Targeted Long-Read Sequencing as a Single Assay Improves the Diagnosis of Spastic-Ataxia Disorders

Abstract

Objective: The hereditary spastic-ataxia spectrum disorders are a group of disabling neurological diseases. The traditional genetic testing pathway is complex, multistep and leaves many cases unsolved. We aim to streamline and improve this process using long-read sequencing.

Methods: We developed a targeted long-read sequencing strategy with the capacity to characterise the genetic variation of all types and sizes within 469 disease-associated genes, in a single assay. We applied this to a cohort of 34 individuals with unsolved spastic-ataxia. An additional five individuals with a known genetic diagnosis were included as positive controls.

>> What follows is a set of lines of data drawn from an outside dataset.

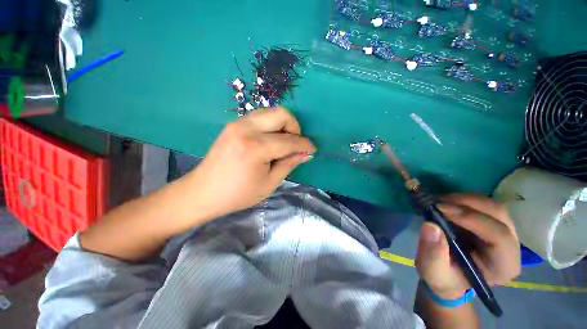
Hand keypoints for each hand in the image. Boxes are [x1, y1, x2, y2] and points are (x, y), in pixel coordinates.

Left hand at [187, 107, 315, 219]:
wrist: (203, 191)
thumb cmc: (237, 194)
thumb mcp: (269, 184)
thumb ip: (289, 164)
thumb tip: (306, 154)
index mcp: (256, 148)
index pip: (289, 140)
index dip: (305, 144)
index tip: (312, 149)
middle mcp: (246, 129)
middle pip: (281, 114)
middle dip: (295, 127)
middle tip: (295, 144)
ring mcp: (238, 123)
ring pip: (270, 112)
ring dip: (283, 125)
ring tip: (283, 142)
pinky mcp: (233, 124)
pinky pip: (260, 116)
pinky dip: (271, 125)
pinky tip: (270, 140)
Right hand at [415, 194, 519, 298]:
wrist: (449, 275)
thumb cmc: (444, 277)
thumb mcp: (433, 271)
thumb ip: (433, 253)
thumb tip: (430, 225)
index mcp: (503, 265)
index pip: (499, 236)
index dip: (472, 219)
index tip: (440, 209)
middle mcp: (510, 247)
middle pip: (499, 215)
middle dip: (467, 203)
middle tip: (438, 202)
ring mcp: (504, 233)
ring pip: (493, 206)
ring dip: (465, 199)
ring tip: (440, 201)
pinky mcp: (493, 224)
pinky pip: (484, 205)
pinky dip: (464, 200)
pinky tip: (447, 203)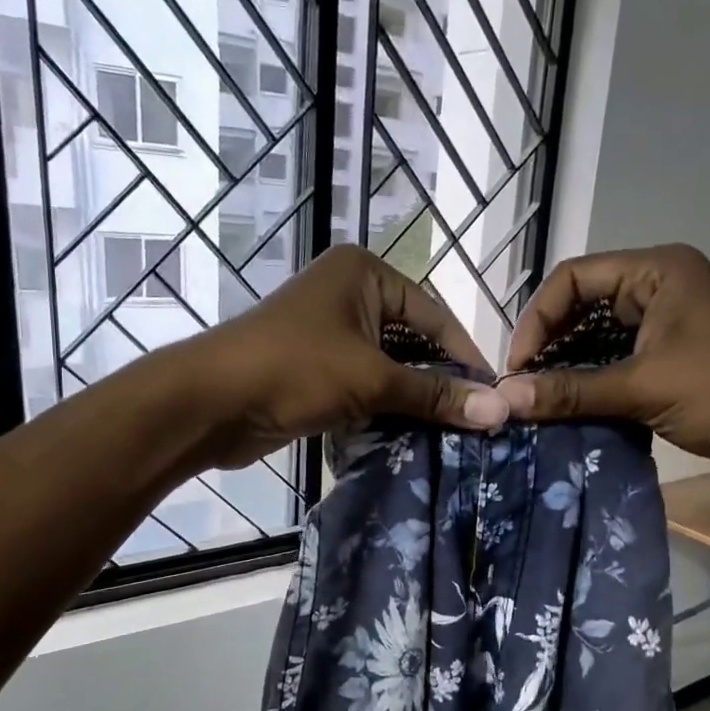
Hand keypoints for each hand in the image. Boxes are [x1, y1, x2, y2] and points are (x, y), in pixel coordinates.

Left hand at [180, 246, 510, 468]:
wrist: (209, 403)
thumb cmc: (294, 370)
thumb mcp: (372, 379)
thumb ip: (435, 395)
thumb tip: (500, 410)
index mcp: (365, 274)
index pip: (435, 315)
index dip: (465, 357)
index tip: (494, 397)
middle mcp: (349, 294)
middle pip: (413, 341)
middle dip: (439, 382)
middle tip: (475, 420)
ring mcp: (330, 333)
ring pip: (389, 367)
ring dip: (413, 400)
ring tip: (450, 433)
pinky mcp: (315, 369)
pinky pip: (364, 385)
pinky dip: (385, 408)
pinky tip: (411, 436)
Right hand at [495, 245, 709, 482]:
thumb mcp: (641, 388)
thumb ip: (569, 391)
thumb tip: (505, 399)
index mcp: (657, 270)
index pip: (574, 278)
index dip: (538, 319)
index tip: (518, 367)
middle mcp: (659, 288)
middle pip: (583, 306)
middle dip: (550, 345)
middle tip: (523, 386)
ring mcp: (666, 324)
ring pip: (597, 337)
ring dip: (568, 368)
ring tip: (539, 402)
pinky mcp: (669, 358)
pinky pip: (616, 362)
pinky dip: (590, 383)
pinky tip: (567, 409)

Results: We identified causative pathogenic variants that would be sufficient for genetic diagnosis in 14/34 (41%) unsolved participants. The success rate was 5/11 (45%) in those who were naïve to genetic testing and 9/23 (39%) in those who were undiagnosed after prior genetic testing, completed on a clinical basis. Short tandem repeat expansions in FGF14 were the most common (7/34, 21%). Two individuals (2/34, 6%) had biallelic pathogenic expansions in RFC1 and one individual had a monoallelic pathogenic expansion in ATXN8OS/ATXN8. Causative pathogenic sequence variants other than short tandem repeat expansions were found in four individuals, including in VCP, STUB1, ANO10 and SPG7. Furthermore, all five positive controls were identified.

Interpretation: Our results demonstrate the utility of targeted long-read sequencing in the genetic evaluation of patients with spastic-ataxia spectrum disorders, highlighting both the capacity to increase overall diagnostic yield and to streamline the testing pathway by capturing all known genetic causes in a single assay.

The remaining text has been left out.